作 者 :Jyh-Min Chiang, Louis R. Iverson, Anantha Prasad and Kim J. Brown
Keywords:carbon sequestration, climate change, leaf traits, net primary production, tree species range shifts.,
Abstract:Forests are dynamic in both structure and species composition, and these dynamics are strongly influenced by climate. Models have been created to predict shifts in tree species ranges with scenarios of future climate change. Among those, the DISTRIB model is one of the few species-specific vegetation models, and provides the most extensive coverage of species (80 tree species) and area (east of the 100th meridian in the U.S.) in North America. The overarching objective of this work was to model community-level predictions of potential species range shifts and create predictions of the sign and magnitude of the impacts on NPP that will be associated with alterations in species composition. These model outputs were combined with a physiologically based, generalized forest carbon balance model (PnET-II) to estimate the net primary production (NPP) contributed by the respective tree species. We selected four 200 x 200 km areas in Wisconsin, Maine, Arkansas, and the Ohio-West Virginia area, representing focal areas of potential species range shifts. We archived an extensive documentation of leaf traits (leaf nitrogen content, specific leaf weight, and longevity) of mature trees in North America from the published literature. Based on the leaf trait database, we determined the central tendency of leaf traits and species-specific parameterization of the PnET-II model was made possible.

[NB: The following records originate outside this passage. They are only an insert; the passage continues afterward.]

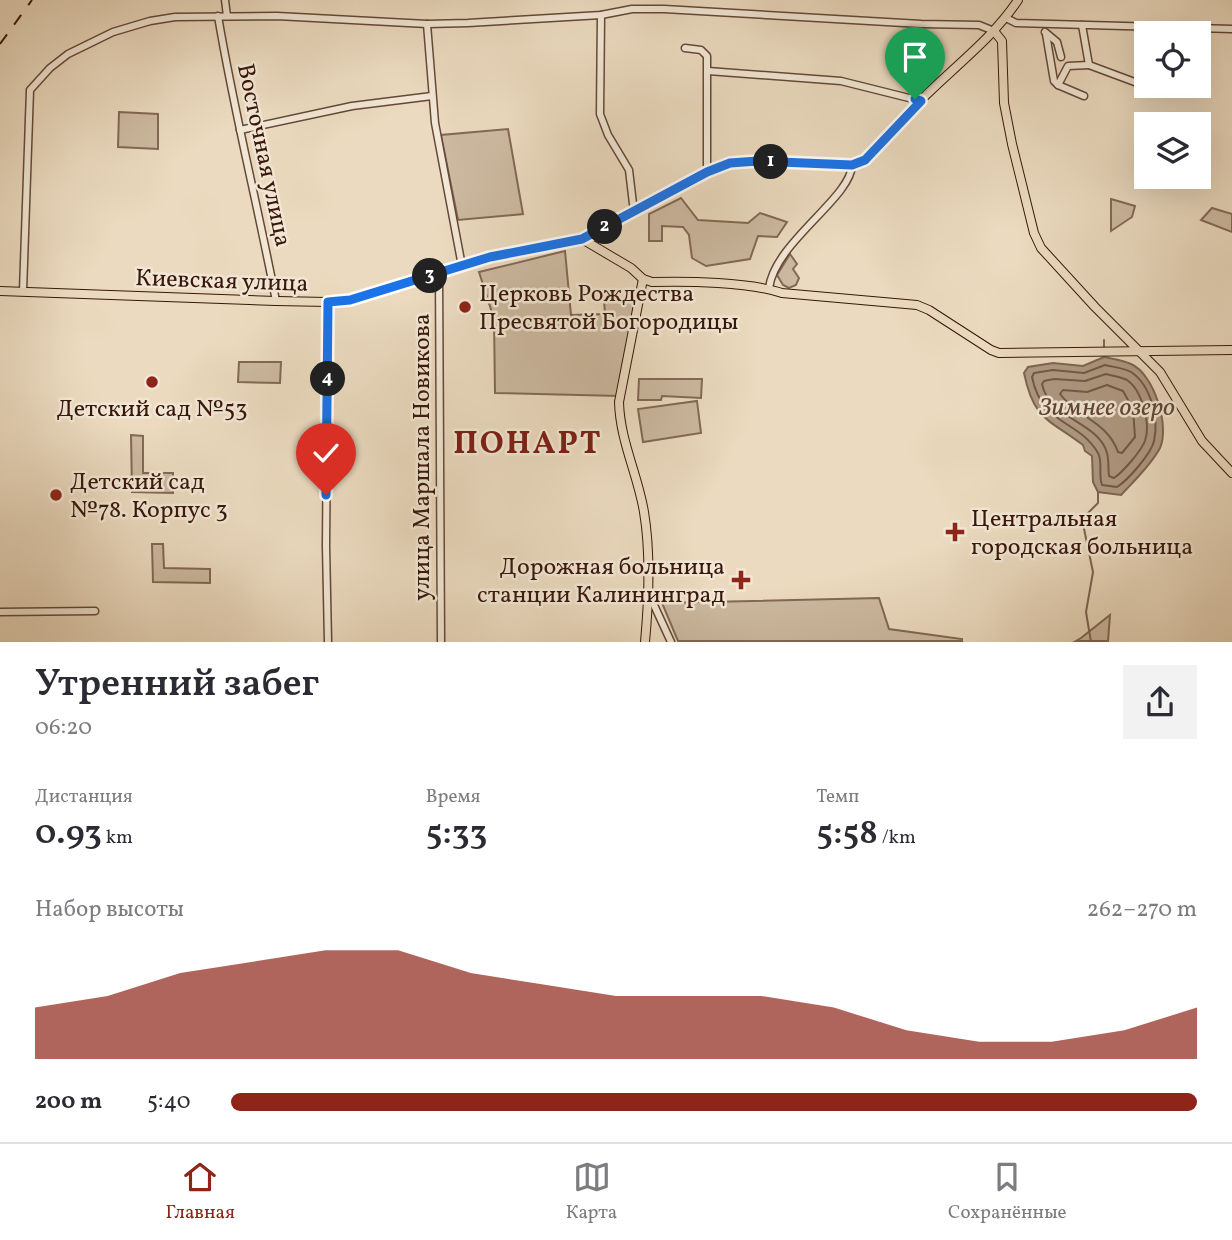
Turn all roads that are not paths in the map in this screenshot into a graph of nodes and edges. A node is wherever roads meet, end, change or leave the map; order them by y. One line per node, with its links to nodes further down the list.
1 (225, 0): 5 (street)
2 (1018, 0): 6 (main road)
3 (601, 15): 7 (street); 11 (street); 25 (street)
4 (218, 16): 5 (street); 22 (street, Восточная улица); 32 (street)
5 (227, 16): 7 (street)
6 (1006, 19): 8 (street); 11 (main road)
7 (427, 24): 19 (street)
8 (1042, 24): 9 (street); 12 (street)
9 (1082, 25): 10 (street); 15 (street)
10 (1232, 29)
11 (994, 31): 21 (main road); 36 (main road)
12 (1046, 34): 14 (street); 18 (street)
13 (685, 48): 16 (street)
14 (1060, 57)
15 (1089, 65): 17 (street); 18 (street)
16 (708, 71): 21 (street); 24 (street)
17 (1134, 82)
18 (1058, 85): 20 (street)
19 (432, 96): 22 (street); 27 (street)
20 (1084, 96)
21 (921, 101): 23 (main road)
22 (240, 130): 33 (street, Восточная улица)
23 (852, 165): 24 (main road, Киевская улица); 30 (street)
24 (707, 172): 25 (main road, Киевская улица)
25 (636, 210): 26 (main road, Киевская улица)
26 (582, 239): 27 (main road, Киевская улица); 29 (main road)
27 (462, 266): 28 (main road, Киевская улица)
28 (439, 273): 34 (main road, Киевская улица); 42 (street, улица Маршала Новикова)
29 (643, 279): 30 (main road); 38 (main road)
30 (769, 288): 36 (main road)
31 (0, 291): 32 (main road, Киевская улица)
32 (23, 291): 33 (main road, Киевская улица)
33 (276, 301): 34 (main road, Киевская улица)
34 (328, 302): 41 (street)
35 (1232, 349): 36 (main road)
36 (1141, 353): 37 (main road)
37 (1232, 473)
38 (648, 592): 43 (main road); 44 (street)
39 (94, 611): 40 (street)
40 (0, 612)
41 (328, 642)
42 (441, 642)
43 (645, 642)
44 (671, 642)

PnET-II model simulations were performed assuming that all forests achieved steady state, of which the species compositions were predicted by DISTRIB model with no migration limitation. The potential effects of CO2 fertilization were not reflected in this model due to the uncertainty of its long-term effects. The total NPP under the current climate ranged from 552 to 908 g C m-2 y-1. The effects of potential species redistributions on NPP were moderate (-12% to +8%) compared to the influence of future climatic changes (-60% to +25%). We expect more negative effect of species redistribution on NPP if species migration in the future were obstructed by landscape fragmentation. The direction and magnitude of climate change effects on NPP were largely dependent on the degree of warming and water balance. Thus, the magnitude of future climate change can affect the feedback system between the atmosphere and biosphere.